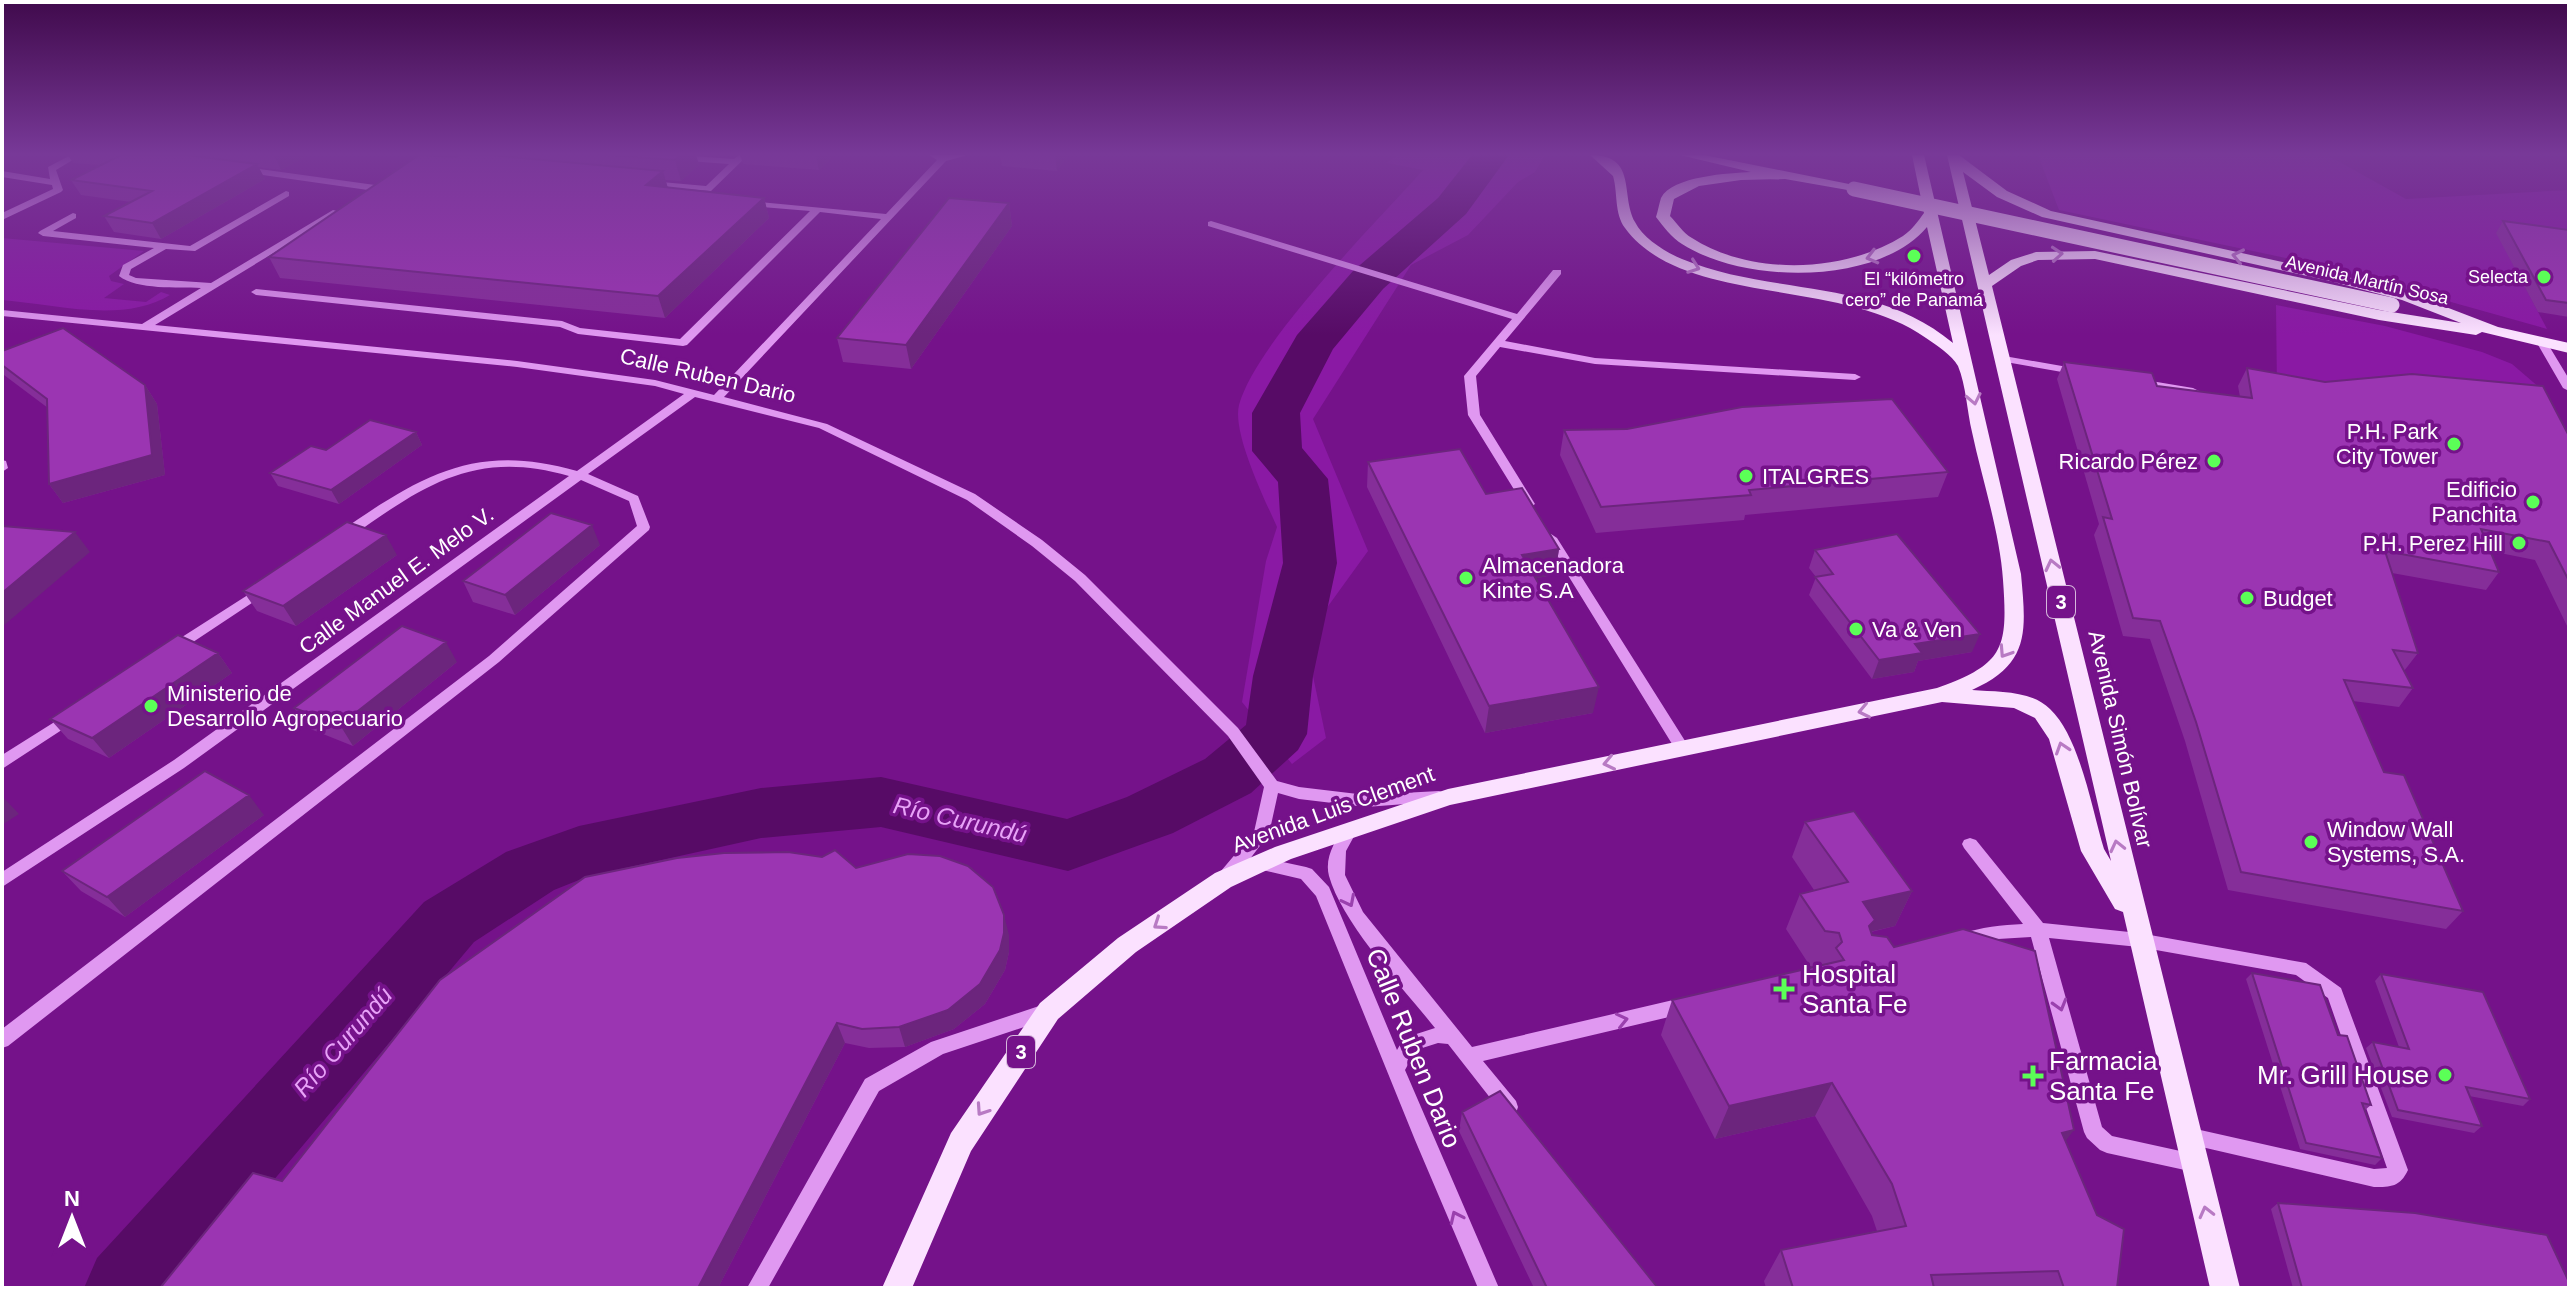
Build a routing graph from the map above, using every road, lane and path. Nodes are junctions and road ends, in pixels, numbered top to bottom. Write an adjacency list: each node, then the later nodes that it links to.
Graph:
1 (250, 215): 15 (street)
2 (331, 215): 18 (street)
3 (812, 215): 19 (street)
4 (872, 215): 13 (street)
5 (1625, 215): 28 (main road, one-way to 28)
6 (1663, 215): 7 (main road, one-way to 6)
7 (1930, 215)
8 (1932, 215): 28 (main road, 3)
9 (1969, 215): 17 (main road, Avenida Simón Bolívar / 3)
10 (1976, 215): 23 (main road, Avenida Martín Sosa, bridge)
11 (2052, 215): 23 (main road, one-way to 11)
12 (73, 216): 15 (street)
13 (888, 217): 35 (street)
14 (1211, 224): 21 (street)
15 (164, 246): 18 (street)
16 (1557, 272): 21 (street)
17 (1987, 283): 23 (main road, one-way to 23); 27 (main road, Avenida Simón Bolívar / 3)
18 (213, 286): 22 (street)
19 (256, 292)
20 (2, 313): 22 (street, Calle Ruben Dario)
21 (1520, 318): 24 (street)
22 (144, 327): 33 (street, Calle Ruben Dario)
23 (2500, 333): 25 (main road, Avenida Martín Sosa)
24 (1499, 343): 30 (street); 42 (street)
25 (2542, 343): 26 (main road, Avenida Martín Sosa); 32 (street)
26 (2569, 348)
27 (2004, 359): 29 (street); 52 (main road, Avenida Simón Bolívar / 3, one-way to 27)
28 (1967, 367): 40 (main road, 3, one-way to 40)
29 (2098, 375)
30 (1855, 377)
31 (2126, 380): 34 (street)
32 (2569, 388)
33 (694, 392): 35 (street, Calle Ruben Dario); 36 (street, Calle Manuel E. Melo V.)
34 (2211, 394)
35 (718, 397): 44 (street, Calle Ruben Dario)
36 (581, 474): 37 (street); 49 (street, Calle Manuel E. Melo V.); 57 (street)
37 (330, 544)
38 (278, 579): 39 (street)
39 (160, 658)
40 (1940, 695): 42 (main road, Avenida Luis Clement / 3, one-way to 42); 52 (main road, one-way to 40)
41 (81, 711): 43 (street)
42 (1682, 748): 45 (main road, Avenida Luis Clement / 3, one-way to 45)
43 (2, 763)
44 (1269, 782): 45 (street); 50 (street)
45 (1448, 797): 46 (main road, Avenida Luis Clement / 3)
46 (1350, 829): 48 (main road, Avenida Luis Clement / 3); 56 (street, one-way to 56)
47 (1970, 844): 51 (street)
48 (1260, 863): 50 (main road, Avenida Luis Clement / 3); 59 (street, Calle Ruben Dario)
49 (2, 880)
50 (1223, 880): 55 (main road, Avenida Luis Clement / 3, one-way to 55)
51 (2038, 930): 52 (street); 53 (street); 61 (street, one-way to 61)
52 (2137, 931): 61 (main road, Avenida Simón Bolívar / 3); 61 (street)
53 (1953, 943)
54 (1711, 999): 58 (street, one-way to 54)
55 (1049, 1011): 62 (street); 63 (main road, Avenida Luis Clement / 3, one-way to 63)
56 (1454, 1037): 58 (street); 59 (street)
57 (2, 1040)
58 (1468, 1056): 60 (street)
59 (1397, 1067): 64 (street, Calle Ruben Dario, one-way to 59)
60 (1517, 1117)
61 (2190, 1150): 65 (main road, Avenida Simón Bolívar / 3, one-way to 61)
62 (757, 1288)
63 (897, 1288)
64 (1489, 1288)
65 (2225, 1288)

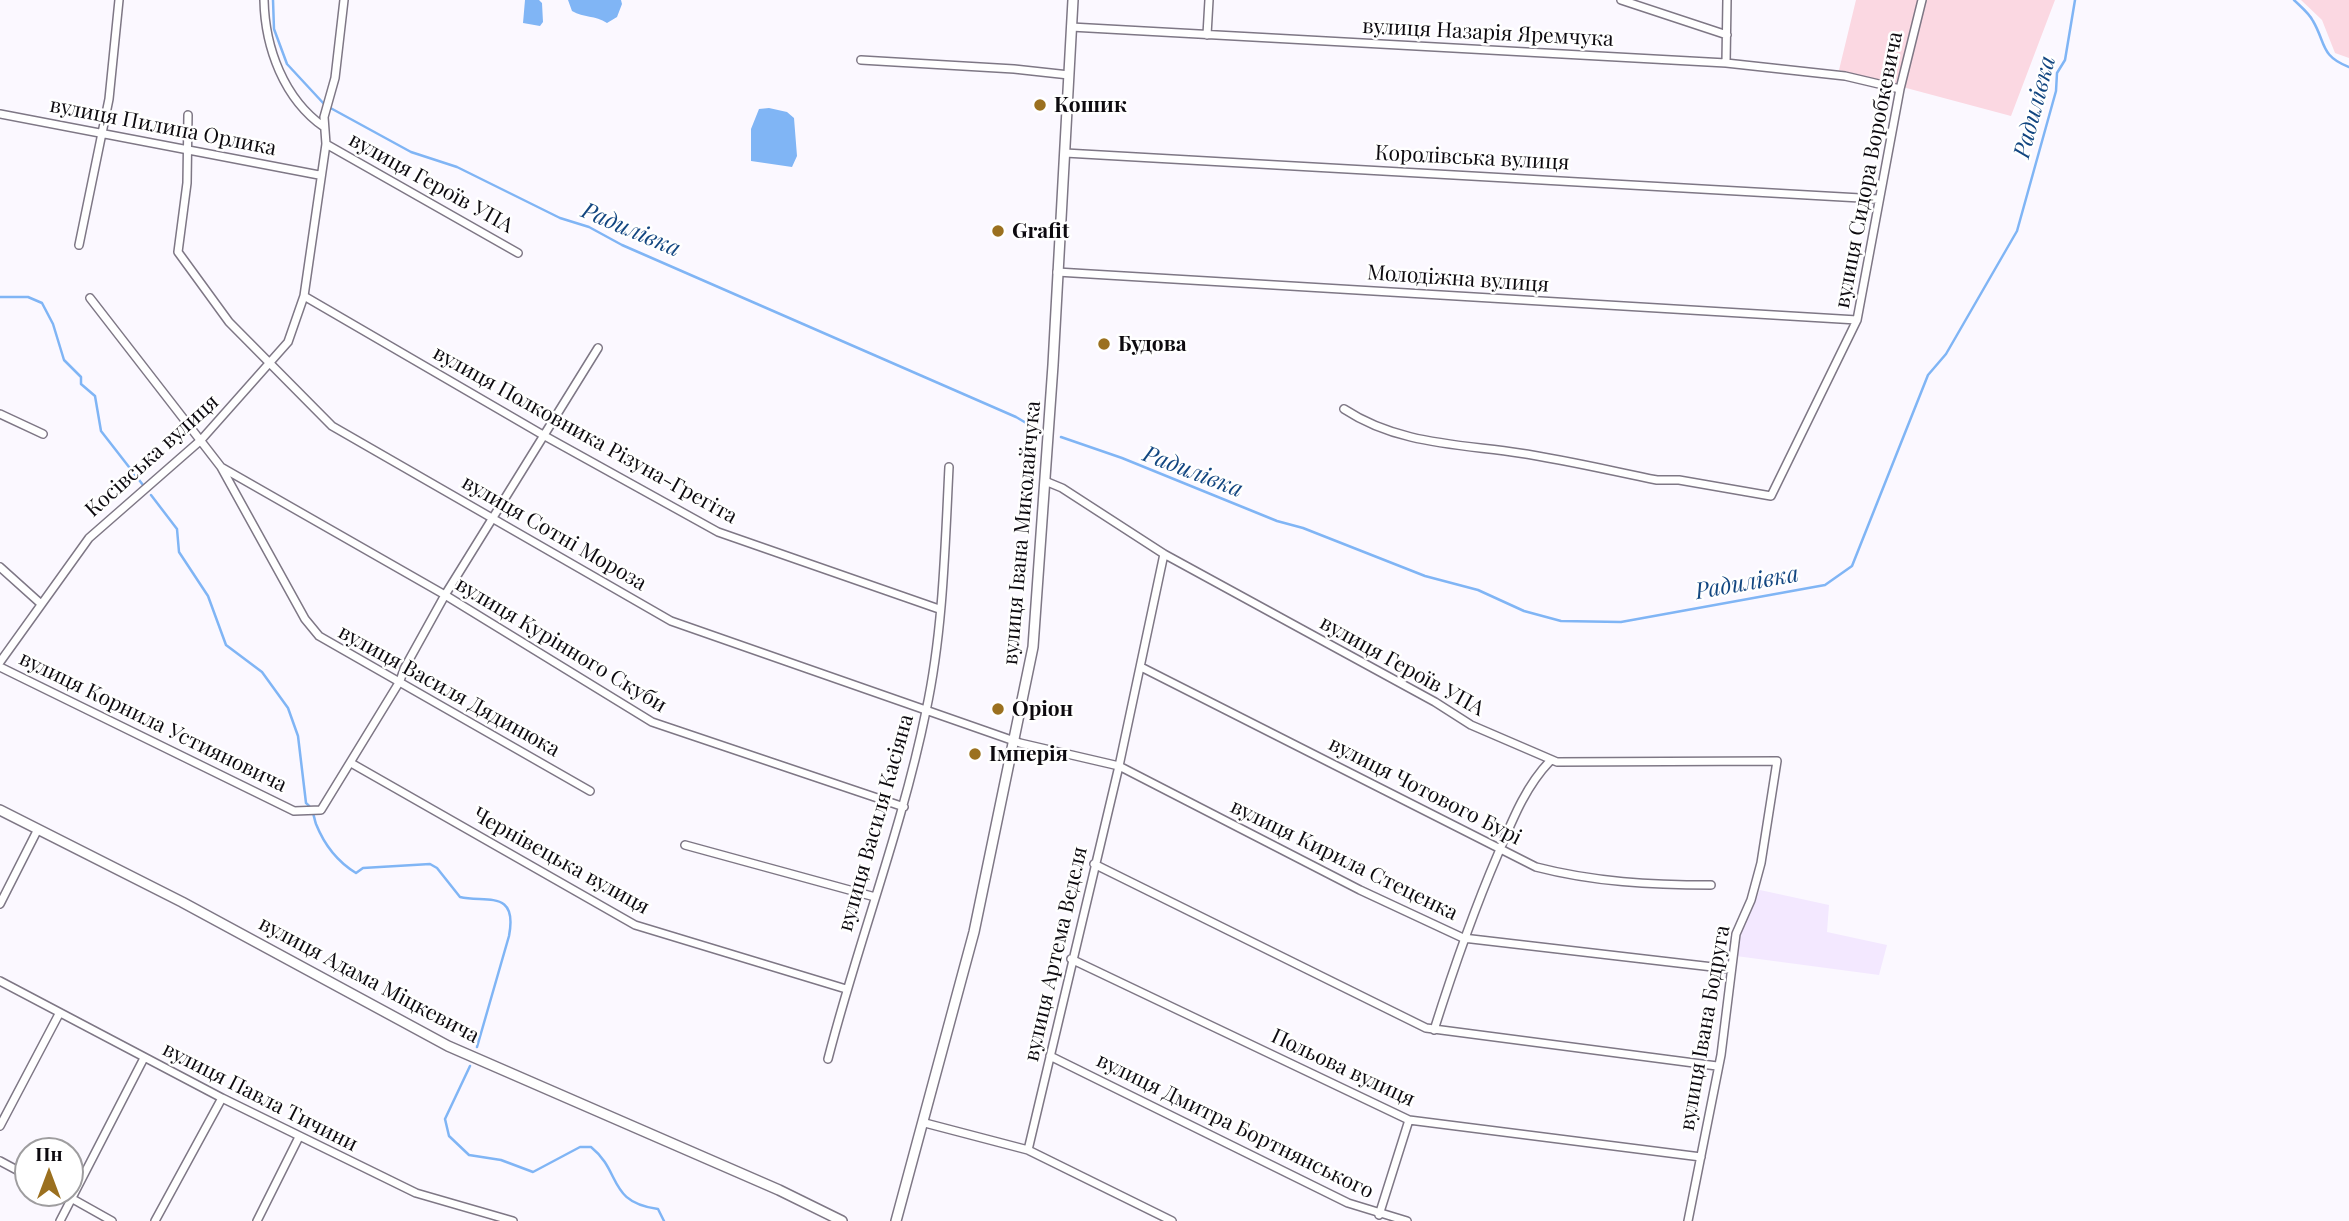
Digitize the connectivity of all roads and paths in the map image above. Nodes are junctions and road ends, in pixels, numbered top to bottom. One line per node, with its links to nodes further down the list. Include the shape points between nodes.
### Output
1 (120, 0): 19 (street)
2 (264, 0): 18 (street, via 268,37 283,79)
3 (344, 0): 18 (street, Косівська вулиця)
4 (1073, 0): 9 (street, вулиця Івана Миколайчука)
5 (1209, 0): 10 (street)
6 (1621, 0): 11 (street)
7 (1727, 0): 11 (street)
8 (1922, 0): 15 (street, вулиця Сидора Воробкевича)
9 (1072, 27): 10 (street, вулиця Назарія Яремчука); 14 (street, вулиця Івана Миколайчука)
10 (1207, 35): 13 (street, вулиця Назарія Яремчука)
11 (1727, 35): 13 (street)
12 (861, 60): 14 (street)
13 (1726, 63): 15 (street, вулиця Назарія Яремчука, via 1845,76)
14 (1069, 75): 22 (street, вулиця Івана Миколайчука)
15 (1900, 89): 24 (street, вулиця Сидора Воробкевича)
16 (0, 114): 19 (street, вулиця Пилипа Орлика)
17 (188, 115): 21 (street, вулиця Сотні Мороза)
18 (324, 127): 20 (street, Косівська вулиця)
19 (102, 133): 21 (street, вулиця Пилипа Орлика); 25 (street)
20 (326, 144): 23 (street, Косівська вулиця); 26 (street, вулиця Героїв УПА)
21 (187, 150): 23 (street, вулиця Пилипа Орлика); 32 (street, вулиця Сотні Мороза, via 177,252 229,322)
22 (1065, 153): 24 (street, Королівська вулиця); 27 (street, вулиця Івана Миколайчука)
23 (319, 175): 28 (street, Косівська вулиця)
24 (1878, 199): 30 (street, вулиця Сидора Воробкевича)
25 (79, 245)
26 (518, 253)
27 (1057, 272): 30 (street, Молодіжна вулиця); 40 (street, вулиця Івана Миколайчука)
28 (304, 296): 32 (street, Косівська вулиця, via 288,342); 36 (street, вулиця Полковника Різуна-Грегіта)
29 (90, 298): 37 (street, вулиця Василя Дядинюка)
30 (1857, 320): 33 (street, вулиця Сидора Воробкевича, via 1771,496 1404,437 1380,430)
31 (598, 348): 36 (street)
32 (268, 364): 37 (street, Косівська вулиця); 41 (street, вулиця Сотні Мороза, via 332,426)
33 (1343, 409)
34 (0, 414): 35 (street)
35 (43, 434)
36 (543, 435): 41 (street); 46 (street, вулиця Полковника Різуна-Грегіта, via 718,532)
37 (201, 440): 38 (street, вулиця Василя Дядинюка); 45 (street, Косівська вулиця, via 96,530)
38 (221, 467): 44 (street, вулиця Курінного Скуби); 49 (street, вулиця Василя Дядинюка, via 310,626 327,643)
39 (949, 467): 46 (street, вулиця Василя Касіяна)
40 (1045, 481): 42 (street, вулиця Героїв УПА); 51 (street, вулиця Івана Миколайчука, via 1033,647)
41 (494, 517): 44 (street); 50 (street, вулиця Сотні Мороза, via 671,621)
42 (1164, 554): 48 (street, вулиця Артема Веделя); 52 (street, вулиця Героїв УПА, via 1471,725)
43 (0, 567): 45 (street)
44 (445, 595): 49 (street); 57 (street, вулиця Курінного Скуби, via 652,722)
45 (40, 603): 47 (street, Косівська вулиця)
46 (939, 609): 50 (street, вулиця Василя Касіяна)
47 (0, 664): 54 (street, вулиця Корнила Устияновича, via 291,809 309,813 326,807)
48 (1141, 667): 55 (street, вулиця Артема Веделя); 61 (street, вулиця Чотового Бурі)
49 (400, 681): 54 (street); 56 (street, вулиця Василя Дядинюка)
50 (927, 708): 51 (street, вулиця Сотні Мороза); 57 (street, вулиця Василя Касіяна)
51 (1015, 741): 55 (street, вулиця Сотні Мороза); 79 (street, вулиця Івана Миколайчука, via 974,932)
52 (1550, 761): 53 (street, вулиця Героїв УПА); 61 (street, via 1527,792)
53 (1777, 761): 68 (street, вулиця Івана Бодруга, via 1761,863 1737,929)
54 (351, 763): 70 (street, Чернівецька вулиця, via 635,925)
55 (1119, 766): 62 (street, вулиця Артема Веделя); 66 (street, вулиця Кирила Стеценка)
56 (590, 791)
57 (904, 807): 64 (street, вулиця Василя Касіяна)
58 (0, 810): 59 (street, вулиця Адама Міцкевича)
59 (38, 829): 65 (street); 91 (street, вулиця Адама Міцкевича, via 468,1055)
60 (685, 845): 64 (street)
61 (1500, 849): 63 (street, вулиця Чотового Бурі, via 1536,867 1575,877 1649,886); 66 (street)
62 (1094, 864): 67 (street, вулиця Артема Веделя); 72 (street)
63 (1711, 885)
64 (875, 897): 70 (street, вулиця Василя Касіяна)
65 (0, 904)
66 (1463, 938): 68 (street, вулиця Кирила Стеценка); 72 (street)
67 (1072, 959): 73 (street, вулиця Артема Веделя); 78 (street, Польова вулиця)
68 (1730, 969): 76 (street, вулиця Івана Бодруга)
69 (0, 981): 71 (street, вулиця Павла Тичини)
70 (846, 989): 75 (street, вулиця Василя Касіяна)
71 (59, 1014): 74 (street, вулиця Павла Тичини); 80 (street)
72 (1434, 1031): 76 (street)
73 (1050, 1056): 82 (street, вулиця Артема Веделя); 86 (street, вулиця Дмитра Бортнянського)
74 (144, 1058): 77 (street, вулиця Павла Тичини); 84 (street)
75 (828, 1059)
76 (1717, 1066): 83 (street, вулиця Івана Бодруга)
77 (222, 1098): 81 (street, вулиця Павла Тичини); 88 (street)
78 (1409, 1120): 83 (street, Польова вулиця); 86 (street)
79 (925, 1123): 82 (street); 92 (street, вулиця Івана Миколайчука)
80 (0, 1126)
81 (299, 1137): 89 (street); 90 (street, вулиця Павла Тичини, via 416,1194)
82 (1028, 1150): 93 (street)
83 (1700, 1157): 95 (street, вулиця Івана Бодруга)
84 (84, 1175)
85 (84, 1205): 87 (street)
86 (1379, 1215): 94 (street, вулиця Дмитра Бортнянського)
87 (113, 1221)
88 (155, 1221)
89 (257, 1221)
90 (513, 1221)
91 (842, 1221)
92 (896, 1221)
93 (1172, 1221)
94 (1407, 1221)
95 (1688, 1221)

### [Task instructions]
Only lines holding the word "Бодруга" are wanted, so copy each of them from the records above.

### [Completed task]
53 (1777, 761): 68 (street, вулиця Івана Бодруга, via 1761,863 1737,929)
68 (1730, 969): 76 (street, вулиця Івана Бодруга)
76 (1717, 1066): 83 (street, вулиця Івана Бодруга)
83 (1700, 1157): 95 (street, вулиця Івана Бодруга)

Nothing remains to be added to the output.